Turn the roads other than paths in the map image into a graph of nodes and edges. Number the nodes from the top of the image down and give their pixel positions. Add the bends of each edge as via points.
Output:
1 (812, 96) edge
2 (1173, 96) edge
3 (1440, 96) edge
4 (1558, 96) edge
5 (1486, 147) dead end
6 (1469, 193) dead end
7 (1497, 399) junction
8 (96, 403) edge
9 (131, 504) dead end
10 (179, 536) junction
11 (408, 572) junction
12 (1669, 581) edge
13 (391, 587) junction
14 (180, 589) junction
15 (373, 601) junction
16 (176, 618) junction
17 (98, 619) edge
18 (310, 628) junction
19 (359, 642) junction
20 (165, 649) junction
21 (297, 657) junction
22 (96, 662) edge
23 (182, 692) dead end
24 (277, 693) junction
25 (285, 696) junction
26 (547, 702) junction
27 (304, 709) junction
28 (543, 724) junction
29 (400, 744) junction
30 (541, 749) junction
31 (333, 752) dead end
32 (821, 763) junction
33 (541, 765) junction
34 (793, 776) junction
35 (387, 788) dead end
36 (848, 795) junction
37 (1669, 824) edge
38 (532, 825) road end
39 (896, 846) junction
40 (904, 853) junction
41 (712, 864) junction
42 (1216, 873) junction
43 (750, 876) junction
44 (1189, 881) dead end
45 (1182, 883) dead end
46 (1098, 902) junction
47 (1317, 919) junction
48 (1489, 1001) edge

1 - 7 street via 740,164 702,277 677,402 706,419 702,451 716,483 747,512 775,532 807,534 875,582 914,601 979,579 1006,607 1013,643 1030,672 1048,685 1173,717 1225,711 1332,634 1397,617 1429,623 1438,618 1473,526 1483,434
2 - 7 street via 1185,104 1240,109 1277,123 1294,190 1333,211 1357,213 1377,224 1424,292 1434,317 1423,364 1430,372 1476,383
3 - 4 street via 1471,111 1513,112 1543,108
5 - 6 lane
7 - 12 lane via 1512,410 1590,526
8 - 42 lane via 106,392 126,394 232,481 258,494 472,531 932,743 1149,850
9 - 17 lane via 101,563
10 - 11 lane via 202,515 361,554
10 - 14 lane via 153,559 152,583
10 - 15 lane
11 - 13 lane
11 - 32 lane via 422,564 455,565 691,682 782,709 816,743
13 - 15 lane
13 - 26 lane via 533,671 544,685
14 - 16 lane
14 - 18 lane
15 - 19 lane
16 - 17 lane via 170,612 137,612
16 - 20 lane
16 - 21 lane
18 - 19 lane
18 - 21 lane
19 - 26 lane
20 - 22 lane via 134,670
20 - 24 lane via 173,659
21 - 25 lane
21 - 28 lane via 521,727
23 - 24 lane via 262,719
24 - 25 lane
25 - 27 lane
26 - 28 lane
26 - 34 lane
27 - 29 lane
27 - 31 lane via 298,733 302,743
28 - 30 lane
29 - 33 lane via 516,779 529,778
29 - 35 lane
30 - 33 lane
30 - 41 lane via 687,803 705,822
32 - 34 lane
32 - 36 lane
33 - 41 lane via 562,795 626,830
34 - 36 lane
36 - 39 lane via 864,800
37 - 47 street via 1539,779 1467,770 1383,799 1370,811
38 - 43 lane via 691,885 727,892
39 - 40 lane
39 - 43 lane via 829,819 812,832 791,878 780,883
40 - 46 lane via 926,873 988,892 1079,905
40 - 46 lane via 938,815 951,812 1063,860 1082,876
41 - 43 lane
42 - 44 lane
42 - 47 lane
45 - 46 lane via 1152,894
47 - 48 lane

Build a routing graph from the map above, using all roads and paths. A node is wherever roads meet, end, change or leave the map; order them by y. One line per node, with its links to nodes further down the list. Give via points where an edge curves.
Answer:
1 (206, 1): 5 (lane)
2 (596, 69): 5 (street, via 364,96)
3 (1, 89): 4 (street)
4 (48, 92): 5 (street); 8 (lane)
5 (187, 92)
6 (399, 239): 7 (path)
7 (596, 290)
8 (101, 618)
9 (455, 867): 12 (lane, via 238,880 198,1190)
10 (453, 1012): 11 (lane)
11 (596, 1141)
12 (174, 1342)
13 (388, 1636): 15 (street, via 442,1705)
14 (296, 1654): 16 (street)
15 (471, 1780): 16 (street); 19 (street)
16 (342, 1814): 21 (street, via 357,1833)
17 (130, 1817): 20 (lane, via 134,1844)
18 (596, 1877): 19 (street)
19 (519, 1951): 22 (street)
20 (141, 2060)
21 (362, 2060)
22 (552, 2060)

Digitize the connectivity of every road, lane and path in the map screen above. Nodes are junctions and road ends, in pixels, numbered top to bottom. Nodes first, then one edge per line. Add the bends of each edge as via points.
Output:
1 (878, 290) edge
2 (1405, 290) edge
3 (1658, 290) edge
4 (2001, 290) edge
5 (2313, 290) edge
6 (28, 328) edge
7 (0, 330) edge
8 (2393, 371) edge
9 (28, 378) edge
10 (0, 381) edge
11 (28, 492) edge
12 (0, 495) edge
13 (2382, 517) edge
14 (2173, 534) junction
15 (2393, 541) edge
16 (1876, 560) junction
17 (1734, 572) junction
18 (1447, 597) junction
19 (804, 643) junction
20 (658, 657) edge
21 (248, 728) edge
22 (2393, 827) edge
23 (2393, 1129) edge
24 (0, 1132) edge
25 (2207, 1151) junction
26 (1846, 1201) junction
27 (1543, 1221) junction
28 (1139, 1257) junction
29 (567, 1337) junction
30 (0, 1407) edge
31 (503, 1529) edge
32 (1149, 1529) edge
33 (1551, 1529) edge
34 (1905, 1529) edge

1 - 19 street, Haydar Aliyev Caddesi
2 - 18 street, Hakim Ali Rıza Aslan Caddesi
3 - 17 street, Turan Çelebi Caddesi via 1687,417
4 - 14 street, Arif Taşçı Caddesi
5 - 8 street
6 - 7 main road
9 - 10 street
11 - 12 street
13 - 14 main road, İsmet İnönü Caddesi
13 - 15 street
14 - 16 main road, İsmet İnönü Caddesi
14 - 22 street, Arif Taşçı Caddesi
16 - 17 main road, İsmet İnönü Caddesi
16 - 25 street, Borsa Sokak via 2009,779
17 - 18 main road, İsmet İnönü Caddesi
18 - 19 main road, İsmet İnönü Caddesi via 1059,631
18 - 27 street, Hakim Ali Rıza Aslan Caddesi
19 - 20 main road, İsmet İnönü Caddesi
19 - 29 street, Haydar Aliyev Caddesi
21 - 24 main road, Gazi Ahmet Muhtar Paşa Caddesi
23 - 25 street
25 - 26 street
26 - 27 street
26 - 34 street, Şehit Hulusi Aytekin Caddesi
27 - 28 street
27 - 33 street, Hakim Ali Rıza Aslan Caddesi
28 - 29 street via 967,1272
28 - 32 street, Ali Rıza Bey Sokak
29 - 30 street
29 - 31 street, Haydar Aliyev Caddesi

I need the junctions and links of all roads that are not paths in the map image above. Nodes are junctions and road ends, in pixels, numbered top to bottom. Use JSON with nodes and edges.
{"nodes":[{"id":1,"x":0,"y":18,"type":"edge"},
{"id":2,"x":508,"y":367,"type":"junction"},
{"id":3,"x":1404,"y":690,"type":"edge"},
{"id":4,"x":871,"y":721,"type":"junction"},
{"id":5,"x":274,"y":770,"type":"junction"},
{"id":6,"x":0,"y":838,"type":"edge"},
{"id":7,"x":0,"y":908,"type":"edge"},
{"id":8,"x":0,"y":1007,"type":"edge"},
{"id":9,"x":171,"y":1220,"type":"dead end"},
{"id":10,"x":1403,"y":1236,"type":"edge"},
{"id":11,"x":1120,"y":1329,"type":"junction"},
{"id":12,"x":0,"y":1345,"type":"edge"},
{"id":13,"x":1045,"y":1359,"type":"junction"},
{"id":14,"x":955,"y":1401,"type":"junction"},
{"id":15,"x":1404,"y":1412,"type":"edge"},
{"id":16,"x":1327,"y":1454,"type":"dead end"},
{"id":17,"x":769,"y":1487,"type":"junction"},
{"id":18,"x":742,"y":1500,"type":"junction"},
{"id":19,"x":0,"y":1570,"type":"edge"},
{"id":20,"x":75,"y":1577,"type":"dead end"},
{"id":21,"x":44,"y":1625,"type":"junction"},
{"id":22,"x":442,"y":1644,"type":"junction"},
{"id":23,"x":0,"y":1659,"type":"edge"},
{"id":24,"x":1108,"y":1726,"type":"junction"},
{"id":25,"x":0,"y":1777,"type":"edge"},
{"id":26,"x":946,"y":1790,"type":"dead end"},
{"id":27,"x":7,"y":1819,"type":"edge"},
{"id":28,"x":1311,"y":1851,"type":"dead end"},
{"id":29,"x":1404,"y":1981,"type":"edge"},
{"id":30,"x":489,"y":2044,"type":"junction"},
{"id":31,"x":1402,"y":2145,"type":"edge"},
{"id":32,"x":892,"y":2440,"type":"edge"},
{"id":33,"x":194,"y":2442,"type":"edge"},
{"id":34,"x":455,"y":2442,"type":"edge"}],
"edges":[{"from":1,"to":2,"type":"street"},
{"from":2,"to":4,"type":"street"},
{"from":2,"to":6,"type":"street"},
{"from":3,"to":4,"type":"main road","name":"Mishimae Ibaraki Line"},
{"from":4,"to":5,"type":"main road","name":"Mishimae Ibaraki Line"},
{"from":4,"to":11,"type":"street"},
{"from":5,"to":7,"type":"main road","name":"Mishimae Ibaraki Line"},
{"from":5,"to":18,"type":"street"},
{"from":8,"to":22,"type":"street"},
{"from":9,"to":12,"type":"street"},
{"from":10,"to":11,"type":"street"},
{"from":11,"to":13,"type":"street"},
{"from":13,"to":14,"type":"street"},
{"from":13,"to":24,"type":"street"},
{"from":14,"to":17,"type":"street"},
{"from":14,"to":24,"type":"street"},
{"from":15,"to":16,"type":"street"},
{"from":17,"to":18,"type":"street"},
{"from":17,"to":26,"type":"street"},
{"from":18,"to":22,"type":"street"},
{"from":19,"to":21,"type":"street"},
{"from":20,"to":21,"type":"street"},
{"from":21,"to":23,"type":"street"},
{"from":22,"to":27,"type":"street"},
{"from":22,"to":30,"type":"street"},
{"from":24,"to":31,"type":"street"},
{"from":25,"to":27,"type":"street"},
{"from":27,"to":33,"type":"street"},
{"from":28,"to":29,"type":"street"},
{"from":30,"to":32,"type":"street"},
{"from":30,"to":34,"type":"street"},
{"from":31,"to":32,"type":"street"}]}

-*-

__Work required__: Your reply must consist solely of the number of lines in the data that contain the word "each".

__Result below__: 2